* Work item: A verbatim transcription of every record below is required.
-------
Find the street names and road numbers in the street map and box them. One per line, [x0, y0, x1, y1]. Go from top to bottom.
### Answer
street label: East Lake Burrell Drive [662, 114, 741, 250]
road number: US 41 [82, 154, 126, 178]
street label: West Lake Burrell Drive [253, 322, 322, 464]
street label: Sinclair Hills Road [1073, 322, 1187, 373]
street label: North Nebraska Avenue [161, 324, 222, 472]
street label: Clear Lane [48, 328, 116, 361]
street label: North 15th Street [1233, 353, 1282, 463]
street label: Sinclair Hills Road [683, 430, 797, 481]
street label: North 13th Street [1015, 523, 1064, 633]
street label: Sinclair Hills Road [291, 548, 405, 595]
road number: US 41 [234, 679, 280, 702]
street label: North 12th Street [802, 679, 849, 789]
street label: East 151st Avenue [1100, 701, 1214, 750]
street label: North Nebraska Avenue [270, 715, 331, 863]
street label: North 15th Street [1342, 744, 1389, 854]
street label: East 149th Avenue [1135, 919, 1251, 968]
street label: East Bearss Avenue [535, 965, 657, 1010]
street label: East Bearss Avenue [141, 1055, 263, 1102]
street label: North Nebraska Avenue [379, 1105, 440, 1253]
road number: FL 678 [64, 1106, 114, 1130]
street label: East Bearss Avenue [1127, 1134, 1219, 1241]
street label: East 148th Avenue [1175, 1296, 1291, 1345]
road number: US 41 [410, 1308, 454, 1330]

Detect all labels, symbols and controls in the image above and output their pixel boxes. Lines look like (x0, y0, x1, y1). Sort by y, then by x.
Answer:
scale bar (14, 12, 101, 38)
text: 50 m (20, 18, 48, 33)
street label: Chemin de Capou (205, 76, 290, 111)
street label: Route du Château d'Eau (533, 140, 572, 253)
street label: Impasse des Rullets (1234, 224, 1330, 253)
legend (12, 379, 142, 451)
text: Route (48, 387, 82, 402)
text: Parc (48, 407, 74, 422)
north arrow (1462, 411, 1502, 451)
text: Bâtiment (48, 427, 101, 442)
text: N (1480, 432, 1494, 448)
-------
* Answer section:
Find the street names and road numbers in the street map and box them. One per line, [x0, y0, x1, y1]. Go from top to bottom.
### Answer
street label: East Lake Burrell Drive [662, 114, 741, 250]
road number: US 41 [82, 154, 126, 178]
street label: West Lake Burrell Drive [253, 322, 322, 464]
street label: Sinclair Hills Road [1073, 322, 1187, 373]
street label: North Nebraska Avenue [161, 324, 222, 472]
street label: Clear Lane [48, 328, 116, 361]
street label: North 15th Street [1233, 353, 1282, 463]
street label: Sinclair Hills Road [683, 430, 797, 481]
street label: North 13th Street [1015, 523, 1064, 633]
street label: Sinclair Hills Road [291, 548, 405, 595]
road number: US 41 [234, 679, 280, 702]
street label: North 12th Street [802, 679, 849, 789]
street label: East 151st Avenue [1100, 701, 1214, 750]
street label: North Nebraska Avenue [270, 715, 331, 863]
street label: North 15th Street [1342, 744, 1389, 854]
street label: East 149th Avenue [1135, 919, 1251, 968]
street label: East Bearss Avenue [535, 965, 657, 1010]
street label: East Bearss Avenue [141, 1055, 263, 1102]
street label: North Nebraska Avenue [379, 1105, 440, 1253]
road number: FL 678 [64, 1106, 114, 1130]
street label: East Bearss Avenue [1127, 1134, 1219, 1241]
street label: East 148th Avenue [1175, 1296, 1291, 1345]
road number: US 41 [410, 1308, 454, 1330]

Detect all labels, symbols and controls in the image above and output their pixel boxes. Lines look like (x0, y0, x1, y1). Sort by y, then by x.
Answer:
scale bar (14, 12, 101, 38)
text: 50 m (20, 18, 48, 33)
street label: Chemin de Capou (205, 76, 290, 111)
street label: Route du Château d'Eau (533, 140, 572, 253)
street label: Impasse des Rullets (1234, 224, 1330, 253)
legend (12, 379, 142, 451)
text: Route (48, 387, 82, 402)
text: Parc (48, 407, 74, 422)
north arrow (1462, 411, 1502, 451)
text: Bâtiment (48, 427, 101, 442)
text: N (1480, 432, 1494, 448)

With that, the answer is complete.